Zur Geschichte der Medizin
Aus dem Weltreich der Heilkunst und Pharmazie
Eine digitale Galerie

Siegfried Löwy

1. 11. 1857 - 8. 5. 1931

Als Kafka 1916, vor genau einhundert Jahren, in dem winzigen und kalten Häuschen im Goldenen Gäßchen auf der Prager Burg eine Erzählung mit dem Titel Der Landarzt zu Papier brachte, hatte er ein sehr reales Vorbild im Kopf. Kafkas Lieblingsonkel, der Bruder seiner Mutter, war solch ein Landarzt: Fast 25 Jahre führte er seine Ordination gewissenhaft in Triesch, einem kleinen mährischen Landstädtchen mit einiger Industrie und vielen Ackerbürgern. Im Jahr 1924 setzte er sich zur Ruhe, blieb noch bis 1936 in Triesch, dann zog er nach Prag. Wie weiter, läßt sich denken: Schikanen, ein Leben in Angst. Schließlich die drohende Deportation nach Theresienstadt, anno 1942. Löwy ahnte, was ihm da blühte, er kam den Anordnungen zuvor und machte Schluß.
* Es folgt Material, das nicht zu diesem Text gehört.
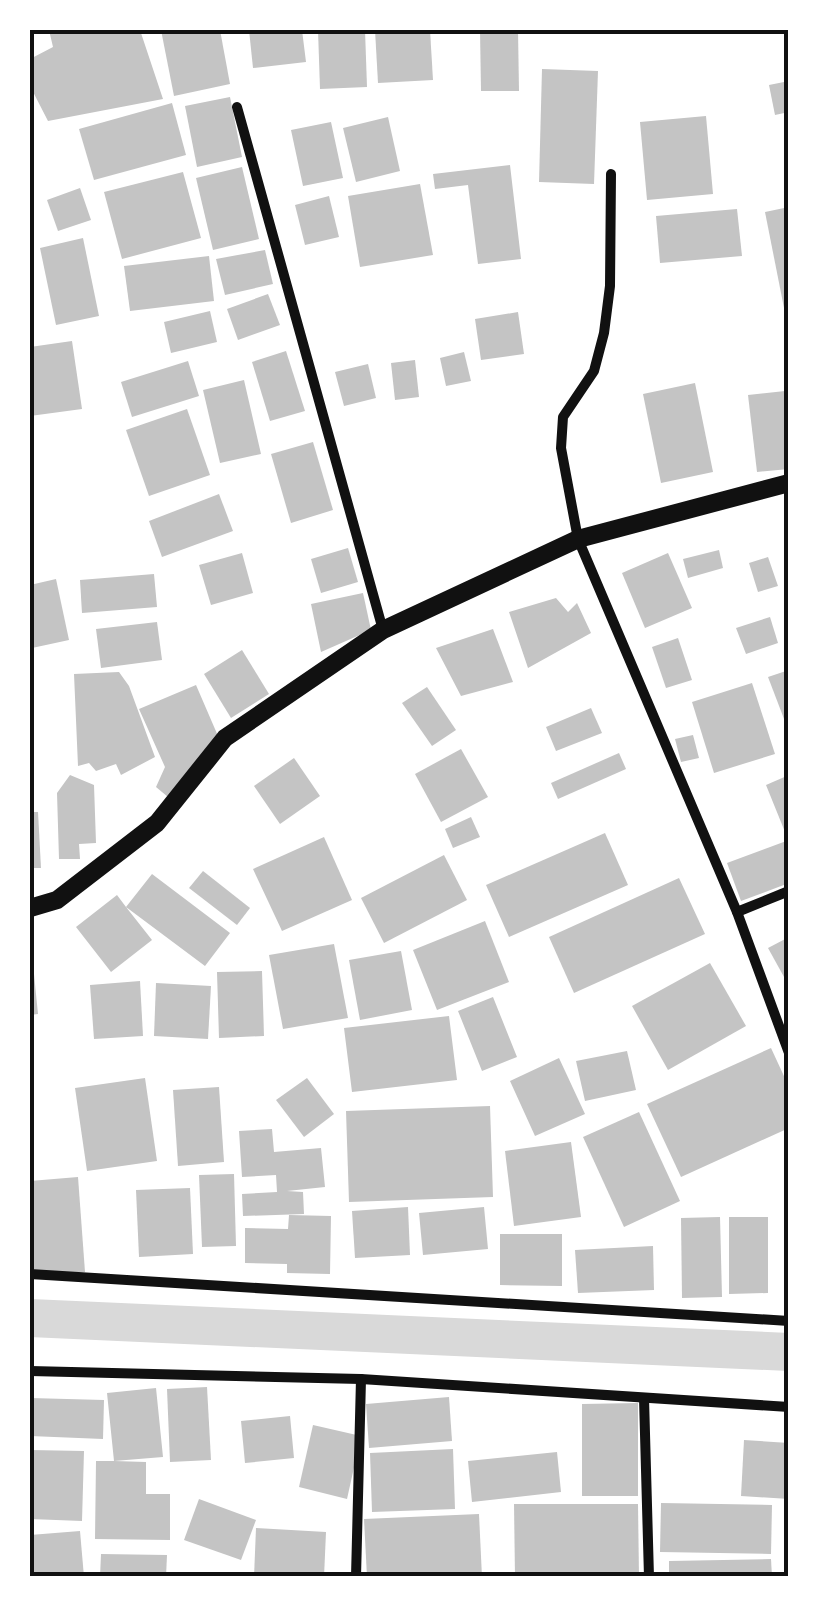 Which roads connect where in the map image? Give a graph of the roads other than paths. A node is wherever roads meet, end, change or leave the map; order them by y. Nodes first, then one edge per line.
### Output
1 (237, 107) dead end
2 (611, 174) dead end
3 (789, 483) edge
4 (578, 538) junction
5 (383, 630) junction
6 (789, 891) edge
7 (30, 908) edge
8 (736, 912) junction
9 (789, 1053) edge
10 (30, 1274) edge
11 (789, 1322) edge
12 (30, 1371) edge
13 (361, 1379) junction
14 (644, 1398) junction
15 (789, 1407) edge
16 (356, 1577) edge
17 (649, 1577) edge

1 - 5 street
2 - 4 street
3 - 4 street
4 - 5 street
4 - 8 street
5 - 7 street
6 - 8 street
8 - 9 street
10 - 11 street
12 - 13 street
13 - 14 street
13 - 16 street
14 - 15 street
14 - 17 street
Er war wohl ein merkwürdiger Genosse, dieser Junggeselle des Jahrgangs 1867. Ein wenig verschroben, doch seinem Neffen Franz Kafka zugetan. Nach dessen Reifeprüfung war er mit auf große Fahrt gekommen, nach Norderney und Helgoland. Kafka hatte als Studio manchen Sommertag in Triesch verbracht, war mit dem Motorrad des Onkels durch den mährischen Sommer geknattert und trieb sich mit den Dorfmädchen herum. Ohne Zweifel war der Onkel interessanter als der humorlose, immer vom Geschäft dröhnende Vater. Nein Onkel Siegfrieds Wesen war nicht der Kafka-, sondern der Löwyfond, er hatte das Blut nach der mütterlichen Linie.

Jetzt also war Krieg und Prag hungerte und fror. Im Gäßchen war es warm, Schwester Ottla hat den kleinen Kanonenofen eingeheizt. Da erinnert sich Kafka wohl gern an den Onkel, langsam führte er die Feder über das Papier: „Ich war in Verlegenheit: eine dringende Reise stand mir bevor; ein Schwerkranker wartete auf mich in einem zehn Meilen entfernten Dorfe...“ Was er sich dabei gedacht hat? Das wissen wir nicht in Ansätzen. Aber Kafka, das immerhin mag gelten, errichtete dem unbekannten Landarzt mit seiner Erzählung ein edles Denkmal. Wir meinen zu wissen – es war Onkel Siegfried, den er vor Augen hatte.